La firme britannique British American Tobacco (B.A.T) a vécu des moments difficiles au Burkina. La tentative d’assassinat a eu lieu quelques deux mois seulement après la rupture du contrat entre B.A.T et NESKO, la société dirigée par Salif Kossouka Ouédraogo. Ce dernier n’avait pas respecté ses engagements contractuels. Il n’a pu obtenir une caution bancaire de deux milliards de FCFA. Las d’attendre, le groupe B.A.T a décidé, conformément aux termes de l’accord, de mettre fin au partenariat. Depuis lors, c’est le chemin de croix pour la firme britannique. Elle a contacté un autre importateur local pour la distribution de ses produits. Car B.A.T, en tant que fabricant, ne peut vendre elle-même. Ainsi disposent les textes réglementaires. Mais pour que le nouveau partenaire soit opérationnel, il lui faut une autorisation d’importation délivrée au Burkina. Mais, à ce niveau, il se passe des choses très suspectes. Les demandes déposées ont toutes été rejetées. Pourtant, toutes les pièces exigées y figurent. Dans le milieu des affaires, on n’hésite pas à affirmer qu’il y a «des gourous dans les arènes politiques et économiques qui font la loi; vous avez beau présenter un bon dossier, si vous n’avez pas leur caution, c’est zéro! La roue ne tourne pas pour tout le monde; la leçon est simple: il faut tout faire pour ne pas être opposé à l’un d’entre eux sinon, vous n’allez jamais décoller», affirme un travailleur du ministère des Finances. B.A.T a dû rencontrer sur son chemin un mur en béton. Son nouveau partenaire a tenté en vain d’obtenir les DPI lui permettant de commencer les importations. Mais qui bloque le dossier? Les langues commencent à se délier: «Si Salif Kossouka n’est pas d’accord avec B.A.T et estime que cette dernière lui a porté préjudice, il peut demander réparation en introduisant une requête pour des dommages et intérêts. La Justice tranchera. Mais j’ai l’impression qu’il veut imposer certaines choses. Tout se passe comme s’il voulait obliger B.A.T à ne travailler qu’avec lui», affirme un membre du ministère du Commerce, bien au parfum de l’affaire. Dans le milieu des affaires, la question revient de façon récurrente: qui bloque le dossier du nouveau partenaire local de B.A.T? Certains pointent un doigt accusateur sur un haut responsable du ministère du Commerce. «Il a mis le pied sur le dossier», confie-t-on.

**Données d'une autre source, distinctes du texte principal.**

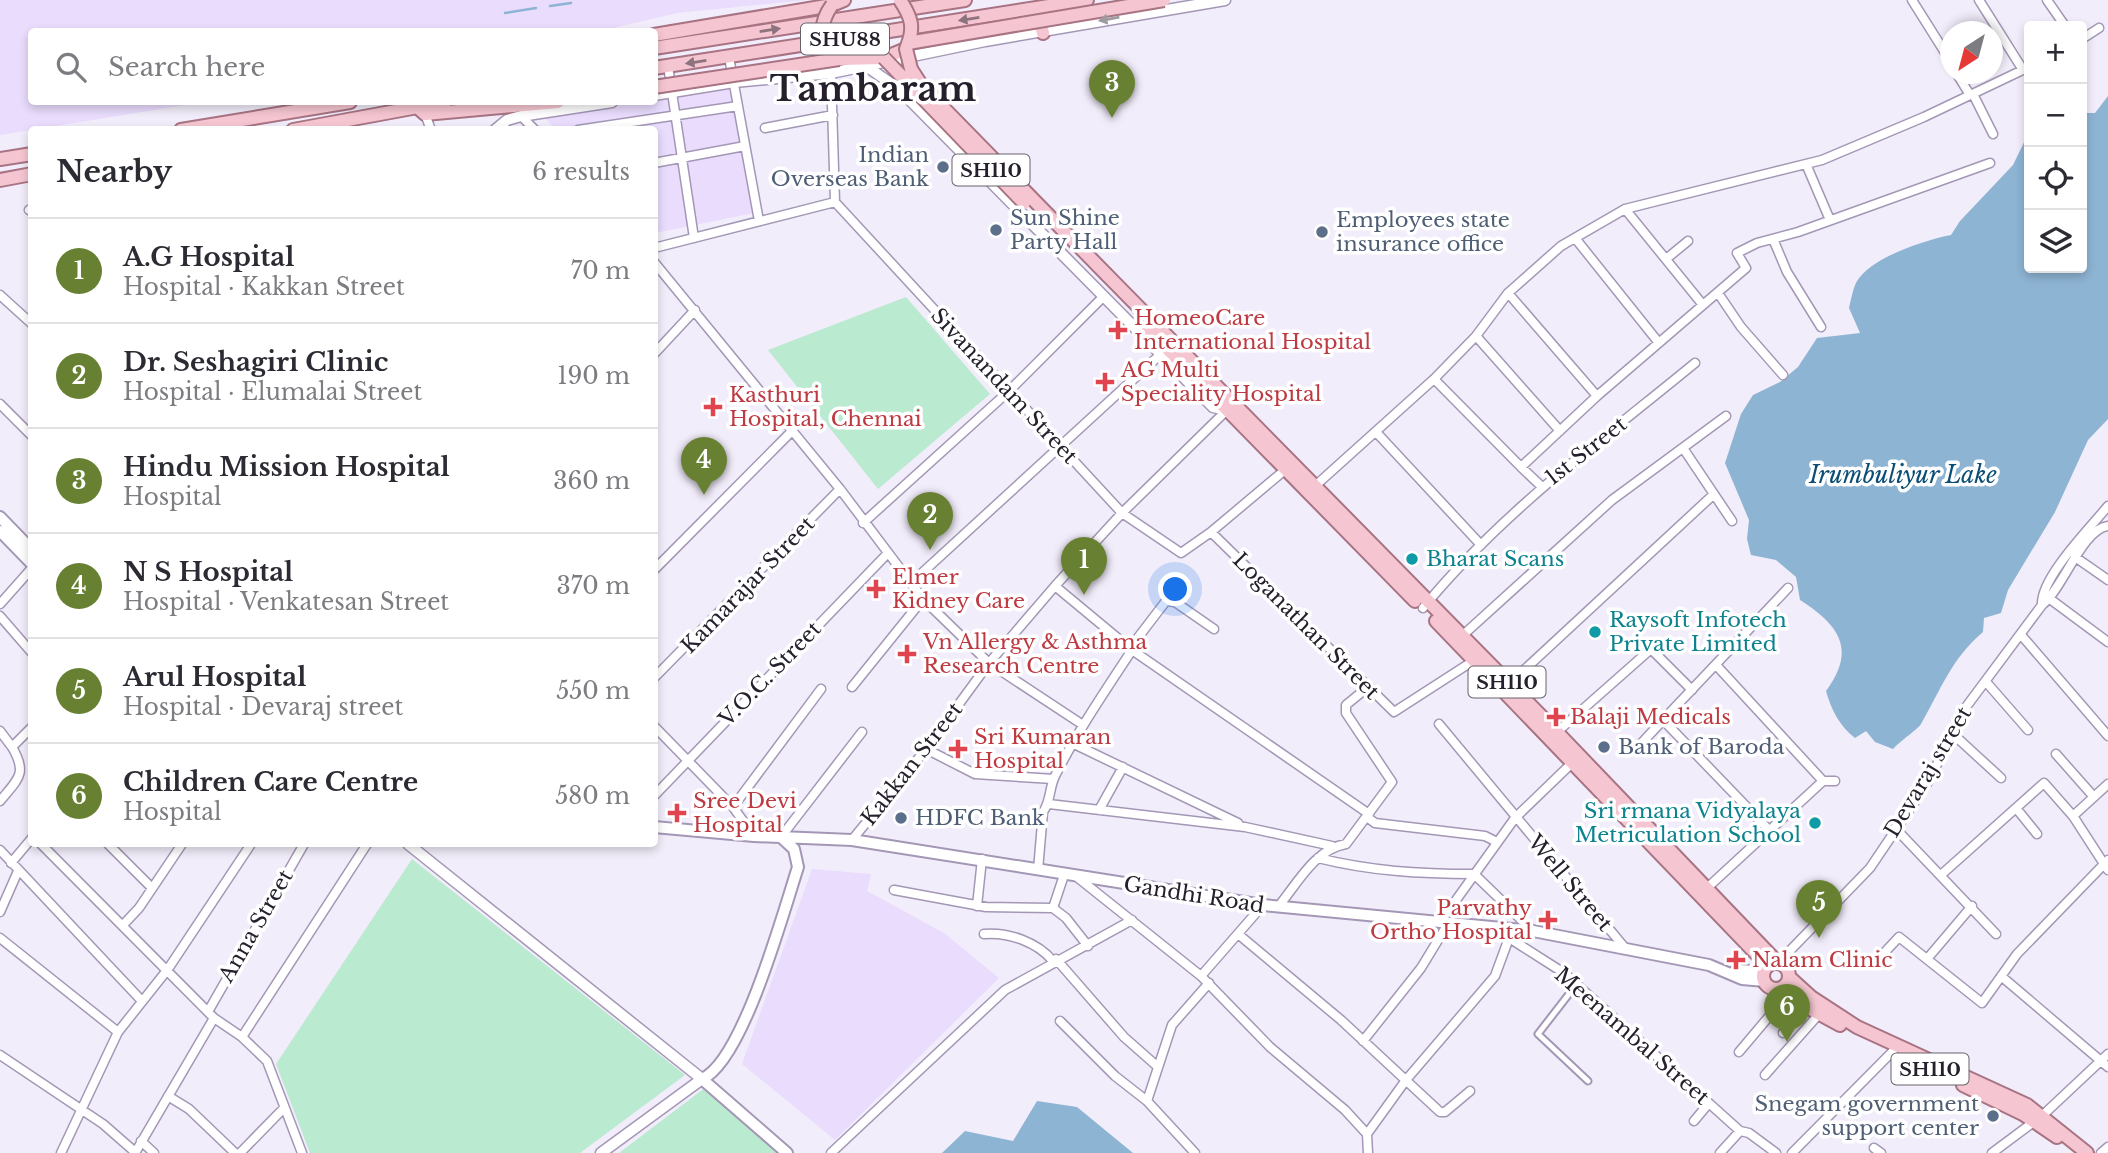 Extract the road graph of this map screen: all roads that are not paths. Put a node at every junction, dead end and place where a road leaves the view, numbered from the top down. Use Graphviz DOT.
graph roads {
  1 [pos="900,0"];
  2 [pos="965,0"];
  3 [pos="1085,0"];
  4 [pos="1164,0"];
  5 [pos="1225,0"];
  6 [pos="1912,0"];
  7 [pos="1979,0"];
  8 [pos="2047,0"];
  9 [pos="838,2"];
  10 [pos="1036,8"];
  11 [pos="2062,21"];
  12 [pos="2099,28"];
  13 [pos="658,33"];
  14 [pos="1042,33"];
  15 [pos="2087,36"];
  16 [pos="1940,45"];
  17 [pos="907,46"];
  18 [pos="658,47"];
  19 [pos="729,57"];
  20 [pos="884,58"];
  21 [pos="839,59"];
  22 [pos="2024,65"];
  23 [pos="866,66"];
  24 [pos="661,67"];
  25 [pos="2024,69"];
  26 [pos="831,73"];
  27 [pos="734,82"];
  28 [pos="1964,84"];
  29 [pos="658,86"];
  30 [pos="672,92"];
  31 [pos="658,94"];
  32 [pos="1972,94"];
  33 [pos="332,105"];
  34 [pos="436,105"];
  35 [pos="515,105"];
  36 [pos="592,105"];
  37 [pos="738,106"];
  38 [pos="421,110"];
  39 [pos="676,115"];
  40 [pos="521,116"];
  41 [pos="833,116"];
  42 [pos="205,126"];
  43 [pos="319,126"];
  44 [pos="429,126"];
  45 [pos="500,126"];
  46 [pos="531,126"];
  47 [pos="604,126"];
  48 [pos="765,128"];
  49 [pos="1993,134"];
  50 [pos="745,146"];
  51 [pos="28,155"];
  52 [pos="682,158"];
  53 [pos="0,159"];
  54 [pos="658,162"];
  55 [pos="1990,163"];
  56 [pos="1806,164"];
  57 [pos="28,175"];
  58 [pos="0,180"];
  59 [pos="835,202"];
  60 [pos="1625,209"];
  61 [pos="1830,220"];
  62 [pos="759,221"];
  63 [pos="694,238"];
  64 [pos="1575,238"];
  65 [pos="1773,239"];
  66 [pos="1688,242"];
  67 [pos="658,247"];
  68 [pos="1666,259"];
  69 [pos="658,267"];
  70 [pos="1508,293"];
  71 [pos="1717,293"];
  72 [pos="0,295"];
  73 [pos="1104,296"];
  74 [pos="1703,305"];
  75 [pos="695,310"];
  76 [pos="28,320"];
  77 [pos="1821,327"];
  78 [pos="1476,336"];
  79 [pos="1659,343"];
  80 [pos="658,350"];
  81 [pos="1162,352"];
  82 [pos="1695,363"];
  83 [pos="1783,375"];
  84 [pos="1434,379"];
  85 [pos="1009,391"];
  86 [pos="1597,396"];
  87 [pos="1226,403"];
  88 [pos="0,404"];
  89 [pos="1726,416"];
  90 [pos="793,430"];
  91 [pos="1560,431"];
  92 [pos="28,432"];
  93 [pos="1376,432"];
  94 [pos="1059,446"];
  95 [pos="1683,448"];
  96 [pos="1521,467"];
  97 [pos="1286,469"];
  98 [pos="1315,486"];
  99 [pos="1541,486"];
  100 [pos="840,489"];
  101 [pos="1713,495"];
  102 [pos="2108,506"];
  103 [pos="1122,513"];
  104 [pos="0,517"];
  105 [pos="1731,521"];
  106 [pos="863,523"];
  107 [pos="2105,527"];
  108 [pos="0,531"];
  109 [pos="1211,532"];
  110 [pos="1481,545"];
  111 [pos="28,546"];
  112 [pos="887,554"];
  113 [pos="2075,557"];
  114 [pos="28,562"];
  115 [pos="658,566"];
  116 [pos="28,571"];
  117 [pos="2108,580"];
  118 [pos="911,583"];
  119 [pos="1055,586"];
  120 [pos="1788,589"];
  121 [pos="923,599"];
  122 [pos="2046,602"];
  123 [pos="0,604"];
  124 [pos="1426,605"];
  125 [pos="0,616"];
  126 [pos="1214,629"];
  127 [pos="1462,636"];
  128 [pos="2022,636"];
  129 [pos="2108,642"];
  130 [pos="28,648"];
  131 [pos="1131,649"];
  132 [pos="1473,661"];
  133 [pos="989,663"];
  134 [pos="1716,664"];
  135 [pos="658,674"];
  136 [pos="1987,683"];
  137 [pos="1509,684"];
  138 [pos="852,687"];
  139 [pos="1368,687"];
  140 [pos="821,689"];
  141 [pos="1692,690"];
  142 [pos="1663,720"];
  143 [pos="1439,724"];
  144 [pos="1083,725"];
  145 [pos="658,730"];
  146 [pos="2028,730"];
  147 [pos="0,731"];
  148 [pos="28,731"];
  149 [pos="862,732"];
  150 [pos="1557,732"];
  151 [pos="1953,734"];
  152 [pos="2108,736"];
  153 [pos="1074,744"];
  154 [pos="12,747"];
  155 [pos="1638,747"];
  156 [pos="926,748"];
  157 [pos="2056,754"];
  158 [pos="687,761"];
  159 [pos="1573,762"];
  160 [pos="1123,767"];
  161 [pos="2001,778"];
  162 [pos="1053,779"];
  163 [pos="1823,781"];
  164 [pos="1835,781"];
  165 [pos="2108,784"];
  166 [pos="658,792"];
  167 [pos="2094,797"];
  168 [pos="0,800"];
  169 [pos="1049,804"];
  170 [pos="733,807"];
  171 [pos="2016,808"];
  172 [pos="1099,810"];
  173 [pos="1368,816"];
  174 [pos="2073,816"];
  175 [pos="1515,818"];
  176 [pos="658,827"];
  177 [pos="1245,827"];
  178 [pos="1895,828"];
  179 [pos="1768,829"];
  180 [pos="2037,834"];
  181 [pos="754,836"];
  182 [pos="780,836"];
  183 [pos="852,840"];
  184 [pos="1497,842"];
  185 [pos="28,843"];
  186 [pos="1332,846"];
  187 [pos="44,847"];
  188 [pos="111,847"];
  189 [pos="180,847"];
  190 [pos="249,847"];
  191 [pos="302,847"];
  192 [pos="366,847"];
  193 [pos="412,847"];
  194 [pos="0,850"];
  195 [pos="1318,858"];
  196 [pos="982,859"];
  197 [pos="11,863"];
  198 [pos="2107,865"];
  199 [pos="1038,870"];
  200 [pos="18,871"];
  201 [pos="1474,874"];
  202 [pos="1942,874"];
  203 [pos="1064,875"];
  204 [pos="1077,877"];
  205 [pos="152,888"];
  206 [pos="1706,889"];
  207 [pos="894,890"];
  208 [pos="1263,905"];
  209 [pos="977,906"];
  210 [pos="1972,906"];
  211 [pos="1278,907"];
  212 [pos="1053,908"];
  213 [pos="0,912"];
  214 [pos="1132,920"];
  215 [pos="1445,921"];
  216 [pos="124,925"];
  217 [pos="1484,927"];
  218 [pos="1533,931"];
  219 [pos="984,934"];
  220 [pos="1238,934"];
  221 [pos="1996,934"];
  222 [pos="0,938"];
  223 [pos="1508,938"];
  224 [pos="1088,946"];
  225 [pos="1625,948"];
  226 [pos="1884,953"];
  227 [pos="1927,959"];
  228 [pos="1055,960"];
  229 [pos="168,969"];
  230 [pos="1769,971"];
  231 [pos="1201,976"];
  232 [pos="2001,976"];
  233 [pos="1209,983"];
  234 [pos="1576,985"];
  235 [pos="1786,986"];
  236 [pos="141,1000"];
  237 [pos="1805,1006"];
  238 [pos="209,1010"];
  239 [pos="1819,1014"];
  240 [pos="214,1018"];
  241 [pos="1060,1021"];
  242 [pos="118,1032"];
  243 [pos="1783,1033"];
  244 [pos="242,1037"];
  245 [pos="1363,1041"];
  246 [pos="1895,1050"];
  247 [pos="1739,1052"];
  248 [pos="0,1055"];
  249 [pos="2106,1061"];
  250 [pos="1158,1067"];
  251 [pos="1765,1075"];
  252 [pos="702,1079"];
  253 [pos="1406,1080"];
  254 [pos="1588,1081"];
  255 [pos="1470,1091"];
  256 [pos="168,1096"];
  257 [pos="1147,1101"];
  258 [pos="1709,1103"];
  259 [pos="284,1108"];
  260 [pos="83,1111"];
  261 [pos="2039,1118"];
  262 [pos="1693,1121"];
  263 [pos="1740,1131"];
  264 [pos="1367,1134"];
  265 [pos="141,1141"];
  266 [pos="2108,1147"];
  267 [pos="64,1152"];
  268 [pos="135,1153"];
  269 [pos="155,1153"];
  270 [pos="238,1153"];
  271 [pos="302,1153"];
  272 [pos="601,1153"];
  273 [pos="787,1153"];
  274 [pos="831,1153"];
  275 [pos="1195,1153"];
  276 [pos="1368,1153"];
  277 [pos="1720,1153"];
  278 [pos="1776,1153"];
  279 [pos="1793,1153"];
  280 [pos="1992,1153"];
  281 [pos="2076,1153"];
  282 [pos="2087,1153"];
  283 [pos="2101,1153"];
  1 -- 17 [label="main road, bridge"];
  18 -- 2 [label="main road, SHU88, one-way"];
  3 -- 10 [label="main road, SHU88"];
  4 -- 17 [label="main road, bridge"];
  5 -- 14 [label="street, one-way"];
  6 -- 16 [label="street"];
  7 -- 22 [label="street"];
  8 -- 11 [label="street"];
  9 -- 13 [label="main road"];
  9 -- 21 [label="main road, bridge"];
  10 -- 14 [label="main road"];
  10 -- 19 [label="main road, SHU88, one-way"];
  12 -- 15 [label="street"];
  14 -- 23 [label="street"];
  17 -- 20 [label="main road"];
  17 -- 87 [label="main road, SH110, bridge"];
  19 -- 24 [label="main road, SHU88, one-way"];
  19 -- 27 [label="street"];
  20 -- 21 [label="main road"];
  20 -- 87 [label="main road, SH110, bridge"];
  21 -- 29 [label="main road, bridge"];
  23 -- 26 [label="street"];
  23 -- 73 [label="street"];
  24 -- 30 [label="street"];
  25 -- 32 [label="street"];
  26 -- 27 [label="street"];
  26 -- 41 [label="street"];
  27 -- 30 [label="street"];
  27 -- 37 [label="street"];
  28 -- 32 [label="street"];
  30 -- 31 [label="street"];
  30 -- 39 [label="street"];
  32 -- 49 [label="street"];
  32 -- 56 [label="street"];
  33 -- 42 [label="main road"];
  34 -- 38 [label="main road"];
  35 -- 38 [label="main road"];
  36 -- 40 [label="street"];
  37 -- 39 [label="street"];
  37 -- 50 [label="street"];
  38 -- 43 [label="main road"];
  38 -- 44 [label="street"];
  39 -- 47 [label="street"];
  39 -- 52 [label="street"];
  40 -- 45 [label="street"];
  40 -- 46 [label="street"];
  41 -- 48 [label="street"];
  41 -- 59 [label="street"];
  50 -- 52 [label="street"];
  50 -- 62 [label="street"];
  51 -- 53 [label="main road"];
  52 -- 54 [label="street"];
  52 -- 63 [label="street"];
  55 -- 61 [label="street"];
  56 -- 60 [label="street"];
  56 -- 61 [label="street"];
  57 -- 58 [label="main road"];
  59 -- 62 [label="street"];
  59 -- 85 [label="street, Sivanandam Street"];
  60 -- 64 [label="street"];
  60 -- 68 [label="street"];
  61 -- 65 [label="street"];
  62 -- 63 [label="street"];
  63 -- 67 [label="street"];
  64 -- 70 [label="street"];
  64 -- 79 [label="street"];
  65 -- 71 [label="street"];
  65 -- 77 [label="street"];
  66 -- 68 [label="street"];
  68 -- 74 [label="street"];
  69 -- 75 [label="street"];
  70 -- 78 [label="street"];
  70 -- 86 [label="street"];
  71 -- 74 [label="street"];
  71 -- 83 [label="street"];
  72 -- 76 [label="street"];
  73 -- 81 [label="street"];
  73 -- 85 [label="street"];
  74 -- 79 [label="street"];
  75 -- 80 [label="street"];
  75 -- 90 [label="street"];
  78 -- 84 [label="street"];
  78 -- 91 [label="street"];
  79 -- 86 [label="street"];
  81 -- 87 [label="street"];
  81 -- 94 [label="street"];
  82 -- 99 [label="street, 1st Street"];
  84 -- 93 [label="street"];
  84 -- 96 [label="street"];
  85 -- 94 [label="street, Sivanandam Street"];
  85 -- 106 [label="street"];
  86 -- 91 [label="street"];
  87 -- 97 [label="main road, SH110"];
  87 -- 98 [label="main road, SH110"];
  87 -- 103 [label="street, Kakkan Street"];
  88 -- 92 [label="street"];
  89 -- 95 [label="street"];
  90 -- 100 [label="street"];
  90 -- 115 [label="street"];
  91 -- 96 [label="street"];
  93 -- 98 [label="street"];
  93 -- 110 [label="street"];
  94 -- 103 [label="street, Sivanandam Street"];
  94 -- 118 [label="street"];
  95 -- 101 [label="street"];
  95 -- 127 [label="street"];
  96 -- 99 [label="street"];
  97 -- 109 [label="street, Sivanandam Street"];
  97 -- 124 [label="main road, SH110"];
  98 -- 124 [label="main road, SH110"];
  99 -- 110 [label="street, 1st Street"];
  100 -- 106 [label="street"];
  100 -- 135 [label="street, Kamarajar Street"];
  101 -- 105 [label="street"];
  101 -- 137 [label="street"];
  102 -- 122 [label="street, Devaraj street"];
  103 -- 109 [label="street, Sivanandam Street"];
  103 -- 119 [label="street, Kakkan Street"];
  104 -- 111 [label="main road"];
  106 -- 112 [label="street"];
  107 -- 113 [label="street, Devaraj street"];
  108 -- 114 [label="main road"];
  109 -- 139 [label="street, Loganathan Street"];
  110 -- 124 [label="street, 1st Street"];
  112 -- 118 [label="street"];
  112 -- 158 [label="street, V.O.C. Street"];
  113 -- 117 [label="street"];
  113 -- 122 [label="street, Devaraj street"];
  116 -- 123 [label="street"];
  118 -- 121 [label="street"];
  119 -- 131 [label="street"];
  119 -- 133 [label="street, Kakkan Street"];
  120 -- 134 [label="street"];
  121 -- 133 [label="street"];
  121 -- 138 [label="street"];
  122 -- 128 [label="street, Devaraj street"];
  122 -- 129 [label="street"];
  124 -- 127 [label="main road, SH110"];
  124 -- 132 [label="main road, SH110"];
  125 -- 130 [label="street"];
  126 -- 131 [label="street"];
  127 -- 137 [label="main road, SH110"];
  128 -- 136 [label="street, Devaraj street"];
  128 -- 152 [label="street"];
  131 -- 144 [label="street"];
  131 -- 173 [label="street"];
  132 -- 139 [label="street, Loganathan Street"];
  132 -- 159 [label="main road, SH110"];
  133 -- 144 [label="street"];
  133 -- 156 [label="street, Kakkan Street"];
  134 -- 141 [label="street"];
  134 -- 163 [label="street"];
  136 -- 146 [label="street"];
  136 -- 151 [label="street, Devaraj street"];
  137 -- 150 [label="main road, SH110"];
  139 -- 173 [label="street"];
  140 -- 170 [label="street"];
  141 -- 142 [label="street"];
  141 -- 150 [label="street"];
  142 -- 155 [label="street"];
  142 -- 179 [label="street"];
  143 -- 175 [label="street, Well Street"];
  144 -- 153 [label="street"];
  145 -- 158 [label="street"];
  147 -- 154 [label="street"];
  148 -- 154 [label="street"];
  149 -- 182 [label="street"];
  150 -- 206 [label="main road, SH110"];
  151 -- 161 [label="street"];
  151 -- 178 [label="street, Devaraj street"];
  153 -- 160 [label="street"];
  153 -- 162 [label="street"];
  154 -- 168 [label="street"];
  156 -- 162 [label="street"];
  156 -- 183 [label="street, Kakkan Street"];
  157 -- 167 [label="street"];
  158 -- 166 [label="street, V.O.C. Street"];
  158 -- 170 [label="street"];
  159 -- 175 [label="street"];
  159 -- 230 [label="main road, SH110"];
  160 -- 172 [label="street"];
  160 -- 177 [label="street"];
  162 -- 169 [label="street"];
  163 -- 164 [label="street"];
  163 -- 179 [label="street"];
  165 -- 167 [label="street"];
  167 -- 174 [label="street"];
  169 -- 172 [label="street"];
  169 -- 199 [label="street"];
  170 -- 181 [label="street"];
  171 -- 174 [label="street"];
  171 -- 180 [label="street"];
  171 -- 202 [label="street"];
  172 -- 177 [label="street"];
  173 -- 184 [label="street"];
  173 -- 186 [label="street"];
  174 -- 198 [label="street"];
  175 -- 184 [label="street"];
  175 -- 225 [label="street, Well Street"];
  176 -- 181 [label="main road, Gandhi Road"];
  177 -- 186 [label="street"];
  178 -- 202 [label="street"];
  178 -- 230 [label="street, Devaraj street"];
  179 -- 206 [label="street"];
  181 -- 182 [label="main road, Gandhi Road"];
  182 -- 183 [label="main road, Gandhi Road"];
  182 -- 252 [label="main road"];
  183 -- 196 [label="main road, Gandhi Road"];
  184 -- 201 [label="street"];
  185 -- 197 [label="street"];
  186 -- 195 [label="street"];
  187 -- 216 [label="street"];
  188 -- 205 [label="street"];
  189 -- 205 [label="street"];
  190 -- 229 [label="street"];
  191 -- 238 [label="street, Anna Street"];
  192 -- 244 [label="street"];
  193 -- 252 [label="street"];
  194 -- 197 [label="street"];
  195 -- 201 [label="street"];
  195 -- 211 [label="street"];
  196 -- 199 [label="main road, Gandhi Road"];
  196 -- 209 [label="street"];
  197 -- 200 [label="street"];
  198 -- 232 [label="street"];
  199 -- 203 [label="main road, Gandhi Road"];
  200 -- 213 [label="street"];
  200 -- 236 [label="street"];
  201 -- 215 [label="street"];
  201 -- 218 [label="street"];
  202 -- 210 [label="street"];
  203 -- 204 [label="main road, Gandhi Road"];
  203 -- 212 [label="street"];
  204 -- 208 [label="main road, Gandhi Road"];
  204 -- 214 [label="street"];
  205 -- 216 [label="street"];
  206 -- 230 [label="main road, SH110"];
  207 -- 209 [label="street"];
  208 -- 211 [label="main road, Gandhi Road"];
  208 -- 220 [label="street"];
  209 -- 212 [label="street"];
  210 -- 221 [label="street"];
  210 -- 227 [label="street"];
  211 -- 215 [label="main road, Gandhi Road"];
  212 -- 224 [label="street"];
  214 -- 224 [label="street"];
  214 -- 231 [label="street"];
  215 -- 217 [label="main road, Gandhi Road"];
  215 -- 245 [label="street"];
  216 -- 229 [label="street"];
  217 -- 218 [label="main road, Gandhi Road"];
  217 -- 223 [label="street, Meenambal Street"];
  218 -- 225 [label="main road, Gandhi Road"];
  219 -- 228 [label="street"];
  220 -- 231 [label="street"];
  220 -- 245 [label="street"];
  222 -- 242 [label="street"];
  223 -- 234 [label="street, Meenambal Street"];
  223 -- 253 [label="street"];
  224 -- 228 [label="street"];
  225 -- 230 [label="main road, Gandhi Road"];
  226 -- 227 [label="street"];
  227 -- 232 [label="street"];
  228 -- 250 [label="street"];
  228 -- 274 [label="street"];
  229 -- 236 [label="street"];
  229 -- 238 [label="street"];
  230 -- 235 [label="main road"];
  230 -- 235 [label="main road"];
  231 -- 233 [label="street"];
  232 -- 249 [label="street"];
  233 -- 250 [label="street"];
  233 -- 264 [label="street"];
  234 -- 254 [label="street"];
  234 -- 258 [label="street, Meenambal Street"];
  235 -- 237 [label="main road, SH110"];
  235 -- 246 [label="main road, SH110"];
  235 -- 247 [label="street"];
  236 -- 242 [label="street"];
  237 -- 239 [label="main road, SH110"];
  237 -- 243 [label="street"];
  238 -- 240 [label="street"];
  239 -- 246 [label="main road, SH110"];
  239 -- 251 [label="street"];
  240 -- 244 [label="street"];
  240 -- 256 [label="street"];
  241 -- 257 [label="street"];
  242 -- 260 [label="street"];
  244 -- 259 [label="street"];
  245 -- 253 [label="street"];
  246 -- 261 [label="main road, SH110"];
  246 -- 279 [label="street"];
  248 -- 260 [label="street"];
  249 -- 261 [label="street"];
  250 -- 257 [label="street"];
  252 -- 272 [label="street"];
  252 -- 273 [label="main road"];
  253 -- 255 [label="street"];
  253 -- 264 [label="street"];
  256 -- 265 [label="street"];
  256 -- 270 [label="street"];
  257 -- 275 [label="street"];
  258 -- 262 [label="street"];
  258 -- 263 [label="street, Meenambal Street"];
  259 -- 270 [label="street"];
  259 -- 271 [label="street"];
  260 -- 267 [label="street"];
  260 -- 268 [label="street"];
  261 -- 280 [label="street"];
  261 -- 281 [label="main road, SH110"];
  261 -- 282 [label="main road, SH110"];
  263 -- 277 [label="street"];
  263 -- 278 [label="street, Meenambal Street"];
  264 -- 276 [label="street"];
  265 -- 268 [label="street"];
  265 -- 269 [label="street"];
  266 -- 283 [label="street"];
}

Après de longs mois d’attente, B.A.T s’est vue obligée de plier bagages. Elle doit quitter le Burkina. Et risque de ne pas être la seule. Salif Kossouka Ouédraogo a obtenu d’un juge, le 3 mars dernier, la suspension de toute activité de commercialisation des produits Nestlé par NESTLE Burkina. Là aussi, le boss de NESKO, très endetté, n’avait pas respecté ses engagements, cumulant ainsi les «promesses non tenues» vis-à-vis de NESTLE (Voir Le Reporter N°22 d’avril 2009). Ayant subie de graves préjudices, cette dernière avait finalement résilié son contrat avec NESKO. Et avait créé une filiale au Burkina, NESTLE Burkina, afin de continuer ses activités. Mais Kossouka vient de lui asséner un terrible coup. Va-t-elle, elle aussi, finalement quitter le Burkina? Il reste un dernier acte en justice. On attend de voir si le juge dira le droit, rien que le droit.
Hervé D’AFRICK

1 commentaire:

  1. Je pense qu'un tel comportement de nos gouvernants en dit long sur leur volonté d'attirer les investisseurs étrangers. De nombreux millions ont été dépensés par le premier ministre précédent pour séduire les investisseurs étrangers et voilà que ceux qui sont déjà là comment on les traite. Personne ne viendra investir si c'est pour être victime d'injustice. Je me demande s'ils se rends compte du rôle qu'ils doivent vraiment jouer dans les places respectives qu'ils occupent. Le Burkina Faso doit changer son image. Par aileurs le mot "justice" fait parti de notre dévise. Est ce qu'ils savent ce que veut dire une dévise pensent-ils réellement ce qu'ils disent? Il faut que cela change.